[Opening Source data section]

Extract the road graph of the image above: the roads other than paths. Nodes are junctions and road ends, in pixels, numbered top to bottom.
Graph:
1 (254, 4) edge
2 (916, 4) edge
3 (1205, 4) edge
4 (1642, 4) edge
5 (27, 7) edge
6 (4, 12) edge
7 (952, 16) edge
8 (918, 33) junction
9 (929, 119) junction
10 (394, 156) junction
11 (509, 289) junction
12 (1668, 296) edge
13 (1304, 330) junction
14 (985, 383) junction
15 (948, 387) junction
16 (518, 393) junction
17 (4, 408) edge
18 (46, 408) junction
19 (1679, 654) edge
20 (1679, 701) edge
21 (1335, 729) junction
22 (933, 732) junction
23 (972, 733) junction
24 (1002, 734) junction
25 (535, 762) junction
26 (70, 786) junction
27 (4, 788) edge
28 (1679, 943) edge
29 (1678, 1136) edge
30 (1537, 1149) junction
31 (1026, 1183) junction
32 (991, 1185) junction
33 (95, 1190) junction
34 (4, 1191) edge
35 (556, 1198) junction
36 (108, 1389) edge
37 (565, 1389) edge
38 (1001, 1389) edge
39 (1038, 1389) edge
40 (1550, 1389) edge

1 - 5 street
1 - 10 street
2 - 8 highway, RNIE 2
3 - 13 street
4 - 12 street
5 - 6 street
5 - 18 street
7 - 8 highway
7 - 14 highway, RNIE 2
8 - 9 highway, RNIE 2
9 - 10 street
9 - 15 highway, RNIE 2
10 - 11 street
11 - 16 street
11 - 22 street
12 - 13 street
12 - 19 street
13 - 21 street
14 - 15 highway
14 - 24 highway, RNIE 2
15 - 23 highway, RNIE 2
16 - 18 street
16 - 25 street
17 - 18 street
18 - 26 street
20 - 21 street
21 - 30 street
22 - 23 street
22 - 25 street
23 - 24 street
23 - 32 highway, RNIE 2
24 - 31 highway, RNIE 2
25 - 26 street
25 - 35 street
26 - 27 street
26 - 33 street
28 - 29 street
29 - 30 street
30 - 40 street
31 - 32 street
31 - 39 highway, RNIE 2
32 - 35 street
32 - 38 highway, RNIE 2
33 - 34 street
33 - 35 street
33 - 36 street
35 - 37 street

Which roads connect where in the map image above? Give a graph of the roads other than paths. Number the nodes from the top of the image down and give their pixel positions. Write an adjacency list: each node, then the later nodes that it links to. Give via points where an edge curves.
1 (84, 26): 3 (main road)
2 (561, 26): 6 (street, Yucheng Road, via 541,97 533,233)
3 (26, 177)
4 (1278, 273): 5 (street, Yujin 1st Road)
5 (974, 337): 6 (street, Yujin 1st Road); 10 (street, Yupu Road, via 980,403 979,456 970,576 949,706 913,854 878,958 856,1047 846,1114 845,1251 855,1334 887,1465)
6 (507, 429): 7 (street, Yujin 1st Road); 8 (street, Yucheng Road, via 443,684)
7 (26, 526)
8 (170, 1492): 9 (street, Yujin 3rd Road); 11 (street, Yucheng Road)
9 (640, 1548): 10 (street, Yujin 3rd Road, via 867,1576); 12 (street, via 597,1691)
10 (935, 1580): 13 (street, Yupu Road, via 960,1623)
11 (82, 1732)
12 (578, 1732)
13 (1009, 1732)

[Closing Source data section]

__Work request__.
Filter the records for the string "above" and copy every line that holds it.

__Problem solution__.
Extract the road graph of the image above: the roads other than paths. Nodes are junctions and road ends, in pixels, numbered top to bottom.
Which roads connect where in the map image above? Give a graph of the roads other than paths. Number the nodes from the top of the image down and give their pixel positions. Write an adjacency list: each node, then the later nodes that it links to. Give via points where an edge curves.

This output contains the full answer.